Les transbordeuses d’oranges
Le 21 janvier 1878, les compagnies de chemins de fer du Midi (France) et de Tarragone à Barcelone (Espagne) se rejoignent à la frontière de Cerbère. Or, les écarts entre rails diffèrent (1,43 m en France contre 1,66 m en Espagne), obligeant les passagers à changer de train à la frontière. Les marchandises doivent aussi être transbordées, notamment les oranges, l’une des principales importations.
Ce travail fut confié aux femmes, les « transbordeuses d’oranges », qui portaient des paniers pesant de 15 à 20 kg. Leur salaire était maigre, et le travail très dur. Le 26 février 1906, elles déclenchent une grève, demandant une augmentation de 25 centimes sur leurs 75 centimes de salaire à la tâche. Ce fut la première grève purement féminine en France. Le mouvement ne s’acheva que le 3 décembre, après de longues luttes avec les autorités, les employeurs et des divisions internes parmi les ouvrières.
Un monument en leur mémoire est visible dans la galerie de photos.
La citation à l’ordre de la nation
Par décret du 20 février 1947, sur proposition du ministre de l’Intérieur, la ville de Cerbère reçut la médaille d’argent de la Reconnaissance française. Cette distinction, créée par Raymond Poincaré en 1917, récompense les « services exceptionnels, actes de dévouement répétés accomplis au péril de la vie pour la France », que ce soit à titre civil ou dans la Résistance.

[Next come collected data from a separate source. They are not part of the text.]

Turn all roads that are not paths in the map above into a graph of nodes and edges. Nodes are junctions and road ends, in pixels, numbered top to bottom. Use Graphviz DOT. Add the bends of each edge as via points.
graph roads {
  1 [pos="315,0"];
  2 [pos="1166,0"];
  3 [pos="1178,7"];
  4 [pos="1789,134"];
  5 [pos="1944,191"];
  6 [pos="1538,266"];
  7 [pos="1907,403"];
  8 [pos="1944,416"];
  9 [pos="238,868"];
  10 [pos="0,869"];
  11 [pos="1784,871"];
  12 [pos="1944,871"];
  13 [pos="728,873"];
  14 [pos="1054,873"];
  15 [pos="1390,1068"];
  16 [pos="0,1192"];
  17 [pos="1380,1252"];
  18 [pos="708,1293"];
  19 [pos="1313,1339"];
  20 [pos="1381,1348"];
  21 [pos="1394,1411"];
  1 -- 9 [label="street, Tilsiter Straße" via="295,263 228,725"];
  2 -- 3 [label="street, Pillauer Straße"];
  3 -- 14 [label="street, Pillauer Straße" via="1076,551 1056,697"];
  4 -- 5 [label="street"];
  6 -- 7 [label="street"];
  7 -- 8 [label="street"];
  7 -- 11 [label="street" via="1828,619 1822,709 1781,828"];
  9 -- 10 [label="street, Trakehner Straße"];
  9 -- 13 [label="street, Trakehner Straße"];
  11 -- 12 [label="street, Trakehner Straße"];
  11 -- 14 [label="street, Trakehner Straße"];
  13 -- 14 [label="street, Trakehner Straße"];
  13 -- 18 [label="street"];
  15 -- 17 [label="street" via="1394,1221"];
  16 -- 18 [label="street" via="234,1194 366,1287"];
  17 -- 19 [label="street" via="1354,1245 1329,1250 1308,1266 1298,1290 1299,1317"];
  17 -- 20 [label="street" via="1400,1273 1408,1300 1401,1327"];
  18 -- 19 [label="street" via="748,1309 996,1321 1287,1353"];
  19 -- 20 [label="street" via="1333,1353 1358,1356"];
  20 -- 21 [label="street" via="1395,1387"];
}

Seules six villes en France ont reçu cette médaille, dont deux dans les Pyrénées-Orientales : Céret et Cerbère.
Cette distinction fait référence à la Seconde Guerre mondiale, durant laquelle Cerbère accueillit en septembre 1944, à l’école primaire, les premiers marins des Forces françaises libres. De nombreux habitants aidèrent également à faire passer clandestinement environ 2 000 personnes vers l’Algérie, le Royaume-Uni ou les États-Unis, grâce à des cheminots et douaniers en poste dans cette ville-frontière.